STORED DATA START

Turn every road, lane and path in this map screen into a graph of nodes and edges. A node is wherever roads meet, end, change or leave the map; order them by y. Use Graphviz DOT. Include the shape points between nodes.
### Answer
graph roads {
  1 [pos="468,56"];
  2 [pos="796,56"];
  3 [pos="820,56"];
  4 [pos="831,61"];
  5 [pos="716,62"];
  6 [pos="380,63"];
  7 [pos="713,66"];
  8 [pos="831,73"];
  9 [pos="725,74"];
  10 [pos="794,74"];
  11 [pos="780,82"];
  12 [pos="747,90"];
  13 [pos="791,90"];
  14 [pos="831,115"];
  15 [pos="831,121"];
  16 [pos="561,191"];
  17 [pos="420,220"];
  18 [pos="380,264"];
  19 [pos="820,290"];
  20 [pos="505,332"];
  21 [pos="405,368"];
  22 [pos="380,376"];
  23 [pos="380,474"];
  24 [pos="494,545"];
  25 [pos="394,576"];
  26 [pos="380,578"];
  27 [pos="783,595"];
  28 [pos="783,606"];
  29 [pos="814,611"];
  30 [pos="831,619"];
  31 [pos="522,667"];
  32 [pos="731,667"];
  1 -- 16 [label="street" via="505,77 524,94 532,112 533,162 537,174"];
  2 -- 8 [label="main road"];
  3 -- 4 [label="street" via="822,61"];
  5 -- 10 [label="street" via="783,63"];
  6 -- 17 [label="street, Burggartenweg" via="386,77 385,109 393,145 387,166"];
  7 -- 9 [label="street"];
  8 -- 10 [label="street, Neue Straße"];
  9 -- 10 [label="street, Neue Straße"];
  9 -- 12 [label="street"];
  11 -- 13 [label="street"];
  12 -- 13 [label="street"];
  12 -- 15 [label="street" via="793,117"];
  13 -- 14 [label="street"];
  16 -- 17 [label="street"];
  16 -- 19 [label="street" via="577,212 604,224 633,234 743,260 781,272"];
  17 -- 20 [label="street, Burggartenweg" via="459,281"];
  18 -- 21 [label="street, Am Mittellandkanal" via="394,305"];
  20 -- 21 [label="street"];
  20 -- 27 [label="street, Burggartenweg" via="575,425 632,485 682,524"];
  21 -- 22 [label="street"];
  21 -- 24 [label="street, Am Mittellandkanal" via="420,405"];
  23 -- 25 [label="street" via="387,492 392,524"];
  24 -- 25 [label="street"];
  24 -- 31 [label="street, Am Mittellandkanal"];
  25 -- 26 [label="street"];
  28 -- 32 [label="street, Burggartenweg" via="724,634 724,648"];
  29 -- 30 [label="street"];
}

STORED DATA END

> BRIEF
Copy out the full set of records precisely, leaving nothing out.

> EXERCISE RESPONSE
Turn every road, lane and path in this map screen into a graph of nodes and edges. A node is wherever roads meet, end, change or leave the map; order them by y. Use Graphviz DOT. Include the shape points between nodes.
### Answer
graph roads {
  1 [pos="468,56"];
  2 [pos="796,56"];
  3 [pos="820,56"];
  4 [pos="831,61"];
  5 [pos="716,62"];
  6 [pos="380,63"];
  7 [pos="713,66"];
  8 [pos="831,73"];
  9 [pos="725,74"];
  10 [pos="794,74"];
  11 [pos="780,82"];
  12 [pos="747,90"];
  13 [pos="791,90"];
  14 [pos="831,115"];
  15 [pos="831,121"];
  16 [pos="561,191"];
  17 [pos="420,220"];
  18 [pos="380,264"];
  19 [pos="820,290"];
  20 [pos="505,332"];
  21 [pos="405,368"];
  22 [pos="380,376"];
  23 [pos="380,474"];
  24 [pos="494,545"];
  25 [pos="394,576"];
  26 [pos="380,578"];
  27 [pos="783,595"];
  28 [pos="783,606"];
  29 [pos="814,611"];
  30 [pos="831,619"];
  31 [pos="522,667"];
  32 [pos="731,667"];
  1 -- 16 [label="street" via="505,77 524,94 532,112 533,162 537,174"];
  2 -- 8 [label="main road"];
  3 -- 4 [label="street" via="822,61"];
  5 -- 10 [label="street" via="783,63"];
  6 -- 17 [label="street, Burggartenweg" via="386,77 385,109 393,145 387,166"];
  7 -- 9 [label="street"];
  8 -- 10 [label="street, Neue Straße"];
  9 -- 10 [label="street, Neue Straße"];
  9 -- 12 [label="street"];
  11 -- 13 [label="street"];
  12 -- 13 [label="street"];
  12 -- 15 [label="street" via="793,117"];
  13 -- 14 [label="street"];
  16 -- 17 [label="street"];
  16 -- 19 [label="street" via="577,212 604,224 633,234 743,260 781,272"];
  17 -- 20 [label="street, Burggartenweg" via="459,281"];
  18 -- 21 [label="street, Am Mittellandkanal" via="394,305"];
  20 -- 21 [label="street"];
  20 -- 27 [label="street, Burggartenweg" via="575,425 632,485 682,524"];
  21 -- 22 [label="street"];
  21 -- 24 [label="street, Am Mittellandkanal" via="420,405"];
  23 -- 25 [label="street" via="387,492 392,524"];
  24 -- 25 [label="street"];
  24 -- 31 [label="street, Am Mittellandkanal"];
  25 -- 26 [label="street"];
  28 -- 32 [label="street, Burggartenweg" via="724,634 724,648"];
  29 -- 30 [label="street"];
}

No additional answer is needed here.